Records from a collection:
[Start of section]

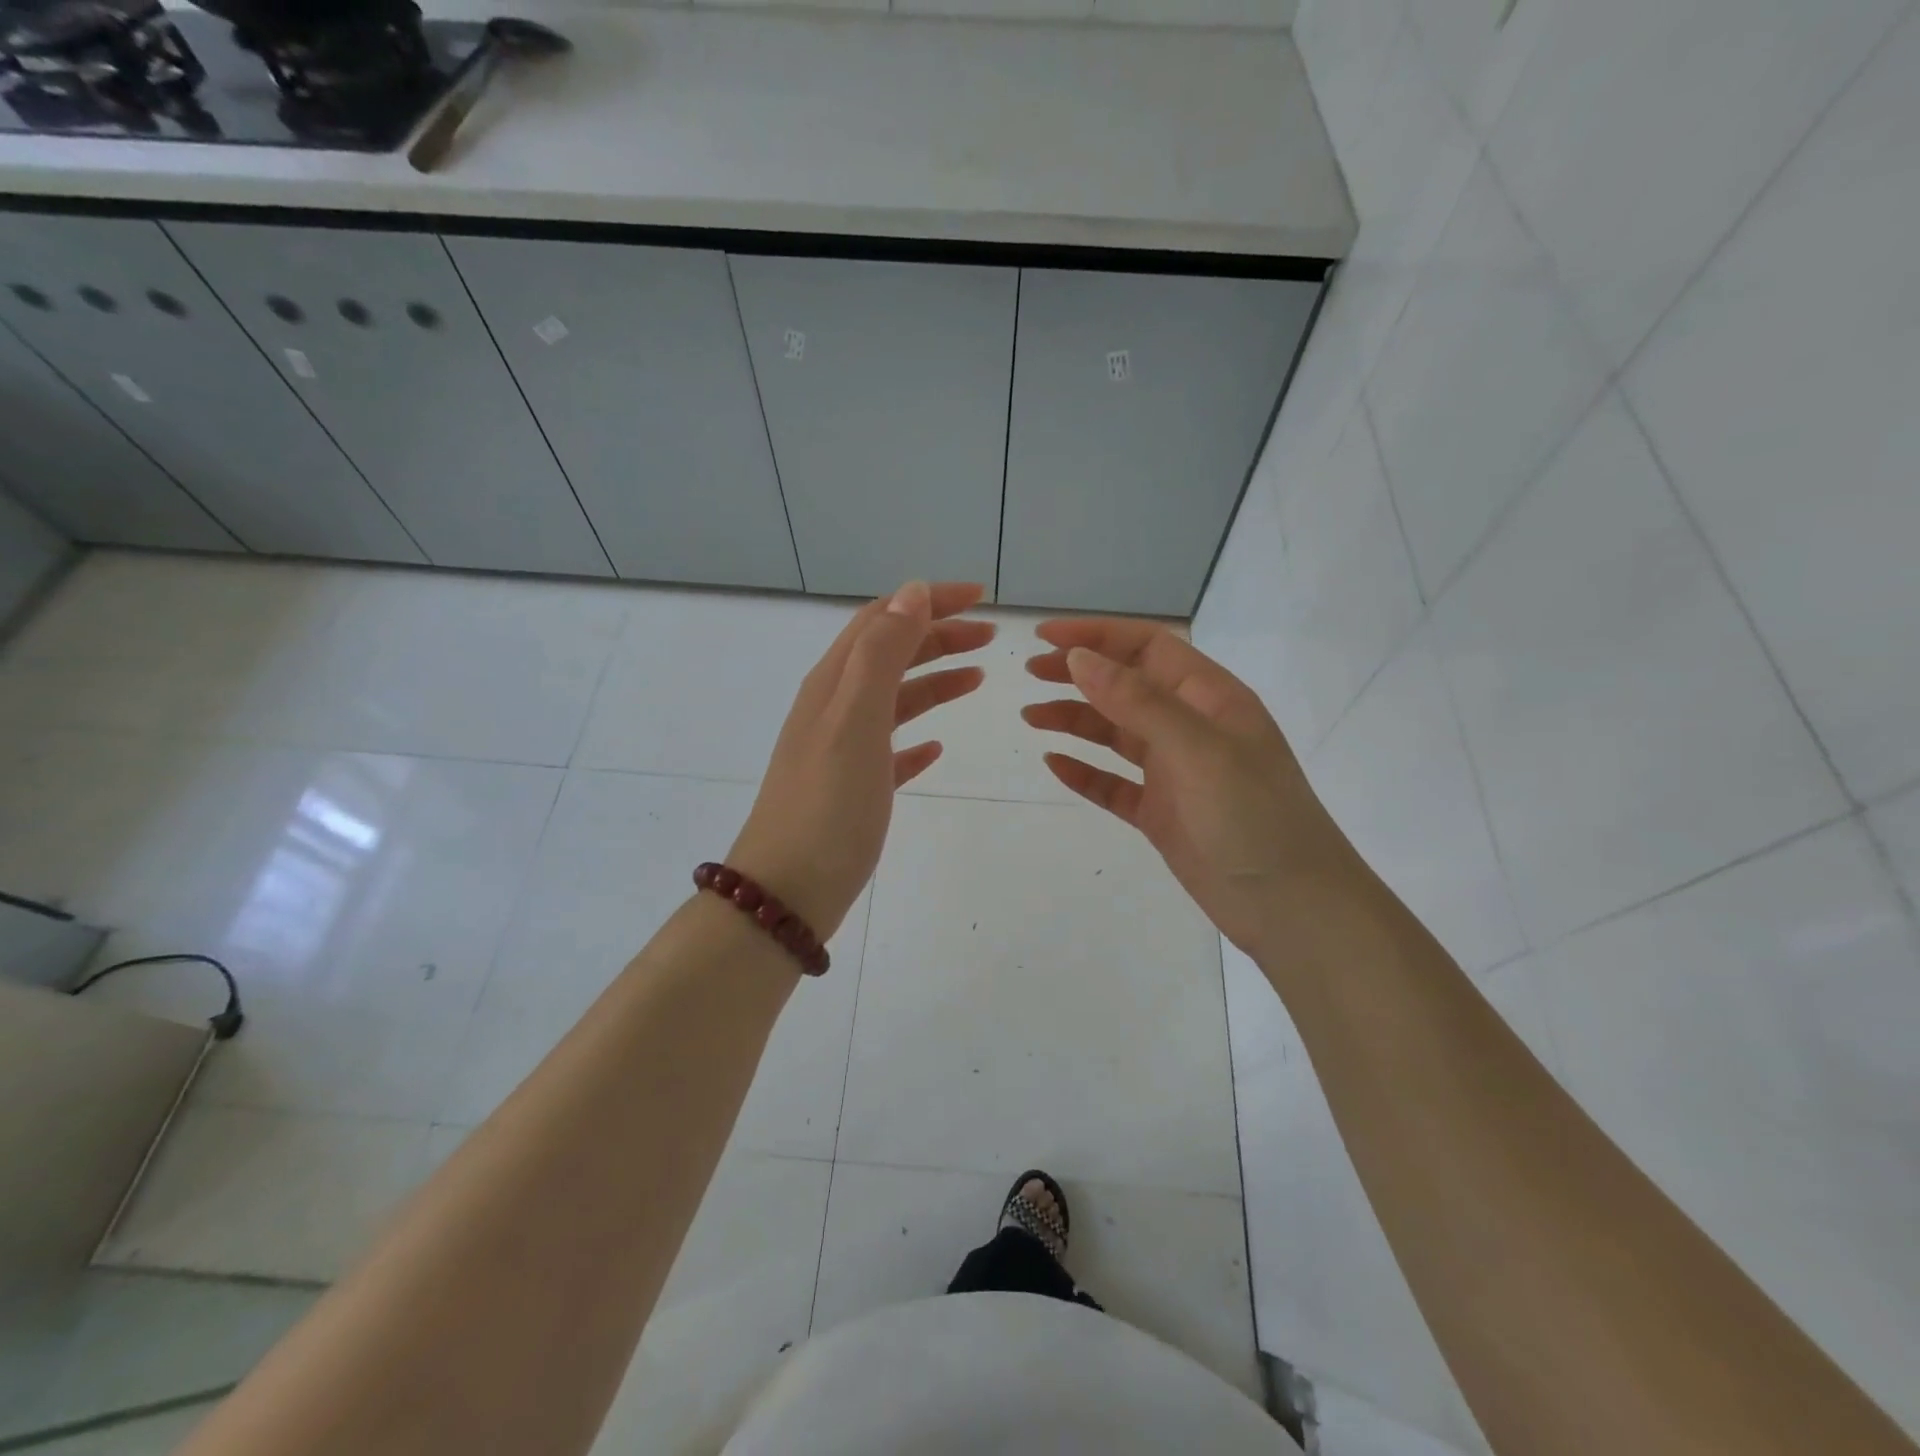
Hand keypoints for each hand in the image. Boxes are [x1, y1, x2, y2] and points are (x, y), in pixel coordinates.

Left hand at [729, 582, 992, 940]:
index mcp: (833, 683)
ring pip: (894, 699)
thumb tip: (912, 591)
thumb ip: (882, 654)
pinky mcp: (852, 789)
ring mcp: (841, 750)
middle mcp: (834, 707)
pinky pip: (890, 749)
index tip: (981, 598)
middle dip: (939, 636)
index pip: (883, 619)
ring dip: (934, 680)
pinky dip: (917, 738)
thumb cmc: (827, 806)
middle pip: (890, 654)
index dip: (929, 601)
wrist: (786, 893)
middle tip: (990, 638)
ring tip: (977, 679)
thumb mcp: (855, 720)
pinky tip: (937, 749)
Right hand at [1023, 619, 1355, 956]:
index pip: (1148, 647)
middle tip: (1030, 673)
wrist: (1290, 907)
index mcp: (1209, 698)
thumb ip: (1137, 701)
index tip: (1045, 635)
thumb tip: (1079, 658)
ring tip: (1031, 716)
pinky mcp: (1161, 813)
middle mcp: (1191, 727)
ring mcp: (1175, 772)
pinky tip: (1054, 764)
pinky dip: (1084, 772)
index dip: (1097, 635)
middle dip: (1079, 674)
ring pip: (1115, 733)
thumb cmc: (1252, 816)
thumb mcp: (1197, 748)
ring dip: (1074, 720)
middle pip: (1126, 685)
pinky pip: (1114, 784)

[End of section]

## Work order
Supply the count of lines in the entries that contain the word "middle", and nothing besides.

## Task answer
8